Dimanche, plusieurs membres d’Israel is Forever, une association de « mobilisation des forces sionistes francophones », comme indiqué sur son site officiel, parmi lesquels des Franco-Israéliens, sont venus bloquer l’aide à Gaza.
« Le Hamas ne va pas de bonté d’âme libérer nos otages si nous donnons des camions humanitaires à la population civile de Gaza. De toute façon, il n’y a pas de population civile innocente à Gaza », affirme Nili Kupfer-Naouri, avocate franco-israélienne et présidente de l’association.
Sa solution ? « Que les Gazaouis partent de Gaza » s’ils veulent de l’aide. Selon elle, l’aide de la communauté internationale à Gaza ne fait qu’y favoriser le maintien du Hamas.

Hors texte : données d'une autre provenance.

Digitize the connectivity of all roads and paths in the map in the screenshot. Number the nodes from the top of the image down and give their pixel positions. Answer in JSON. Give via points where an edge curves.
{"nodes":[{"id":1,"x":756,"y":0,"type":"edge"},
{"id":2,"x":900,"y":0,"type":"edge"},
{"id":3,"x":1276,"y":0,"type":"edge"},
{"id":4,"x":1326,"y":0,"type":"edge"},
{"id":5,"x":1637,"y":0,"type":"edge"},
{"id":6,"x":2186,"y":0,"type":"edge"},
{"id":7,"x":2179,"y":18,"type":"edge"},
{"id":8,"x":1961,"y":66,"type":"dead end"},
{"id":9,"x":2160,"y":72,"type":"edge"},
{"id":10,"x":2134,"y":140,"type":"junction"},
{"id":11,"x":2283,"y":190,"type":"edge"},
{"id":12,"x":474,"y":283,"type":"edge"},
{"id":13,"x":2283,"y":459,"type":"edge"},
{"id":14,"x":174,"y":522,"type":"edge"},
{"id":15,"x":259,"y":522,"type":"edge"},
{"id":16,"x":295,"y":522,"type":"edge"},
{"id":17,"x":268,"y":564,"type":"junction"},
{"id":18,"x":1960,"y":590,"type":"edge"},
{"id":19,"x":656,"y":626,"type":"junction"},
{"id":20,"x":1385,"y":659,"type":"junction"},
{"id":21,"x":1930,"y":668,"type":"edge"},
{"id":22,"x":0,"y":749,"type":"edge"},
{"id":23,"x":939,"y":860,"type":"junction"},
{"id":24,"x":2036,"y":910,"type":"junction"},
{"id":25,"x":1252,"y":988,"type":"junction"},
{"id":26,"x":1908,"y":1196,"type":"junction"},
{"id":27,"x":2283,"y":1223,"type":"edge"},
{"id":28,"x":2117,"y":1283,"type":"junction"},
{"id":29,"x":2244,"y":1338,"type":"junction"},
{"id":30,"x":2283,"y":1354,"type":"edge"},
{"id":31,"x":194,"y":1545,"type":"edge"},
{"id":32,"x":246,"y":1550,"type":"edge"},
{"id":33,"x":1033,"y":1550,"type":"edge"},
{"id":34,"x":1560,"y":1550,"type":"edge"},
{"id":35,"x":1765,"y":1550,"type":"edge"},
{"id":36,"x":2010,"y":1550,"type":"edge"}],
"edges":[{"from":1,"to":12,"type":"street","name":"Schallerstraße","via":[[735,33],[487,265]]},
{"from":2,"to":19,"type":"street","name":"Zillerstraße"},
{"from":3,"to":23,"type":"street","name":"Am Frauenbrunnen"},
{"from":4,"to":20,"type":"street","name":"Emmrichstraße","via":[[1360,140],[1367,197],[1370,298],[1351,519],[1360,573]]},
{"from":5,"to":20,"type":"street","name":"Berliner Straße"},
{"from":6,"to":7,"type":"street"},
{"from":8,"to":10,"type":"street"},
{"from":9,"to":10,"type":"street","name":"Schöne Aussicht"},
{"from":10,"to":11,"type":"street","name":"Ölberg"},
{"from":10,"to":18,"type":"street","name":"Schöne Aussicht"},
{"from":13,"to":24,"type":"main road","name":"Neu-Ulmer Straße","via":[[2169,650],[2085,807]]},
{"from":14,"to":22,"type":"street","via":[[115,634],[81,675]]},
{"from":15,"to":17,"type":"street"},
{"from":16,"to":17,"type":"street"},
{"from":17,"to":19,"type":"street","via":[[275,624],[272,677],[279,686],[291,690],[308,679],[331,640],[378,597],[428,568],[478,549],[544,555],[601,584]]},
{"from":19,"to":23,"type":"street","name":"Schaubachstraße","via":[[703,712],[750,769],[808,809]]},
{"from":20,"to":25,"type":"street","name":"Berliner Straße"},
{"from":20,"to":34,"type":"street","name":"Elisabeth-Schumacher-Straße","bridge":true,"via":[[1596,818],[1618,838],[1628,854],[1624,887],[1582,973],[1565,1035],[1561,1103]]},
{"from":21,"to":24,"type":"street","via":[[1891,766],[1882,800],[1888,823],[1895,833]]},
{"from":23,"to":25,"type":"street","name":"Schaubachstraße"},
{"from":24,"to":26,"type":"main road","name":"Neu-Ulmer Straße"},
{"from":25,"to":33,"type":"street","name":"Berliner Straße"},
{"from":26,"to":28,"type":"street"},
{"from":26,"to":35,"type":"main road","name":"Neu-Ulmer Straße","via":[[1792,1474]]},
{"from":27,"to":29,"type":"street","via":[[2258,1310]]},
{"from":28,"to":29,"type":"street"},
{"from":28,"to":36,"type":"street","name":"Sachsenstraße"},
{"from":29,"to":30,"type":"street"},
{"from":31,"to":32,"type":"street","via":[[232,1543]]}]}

Dans un post partagé sur X, le député de La France insoumise (LFI, gauche radicale) Thomas Portes a dénoncé le comportement de la Franco-Israélienne et annoncé avoir saisi le procureur de la République de Paris.
Une avocate franco-israélienne bloque l’aide humanitaire qui doit rentrer à Gaza.
— Thomas Portes (@Portes_Thomas) February 18, 2024
Combien de temps la France va laisser ces bi-nationaux être complices des crimes de guerre ?
Je saisi immédiatement la Procureur de la République de Paris. @E_DupondM vous devez engager des… pic.twitter.com/y8nF5Dc7Fs
Le Hamas a menacé ce weekend de suspendre les pourparlers en vue d’une trêve à Gaza assortie de la libération d’otages enlevés lors de l’attaque du 7 octobre en Israël, si davantage d’aide n’entrait pas rapidement dans le territoire palestinien.
Une première trêve avait permis fin novembre la libération d’une centaine d’otages sur environ 250 personnes enlevées ce jour-là et emmenées à Gaza. Selon Israël, 130 otages y sont encore retenus, dont 30 seraient morts.
D’après un sondage de la chaîne israélienne 12 publié fin janvier, 72 % des Israéliens estiment que l’aide humanitaire ne devrait pas entrer à Gaza tant que les otages ne sont pas relâchés.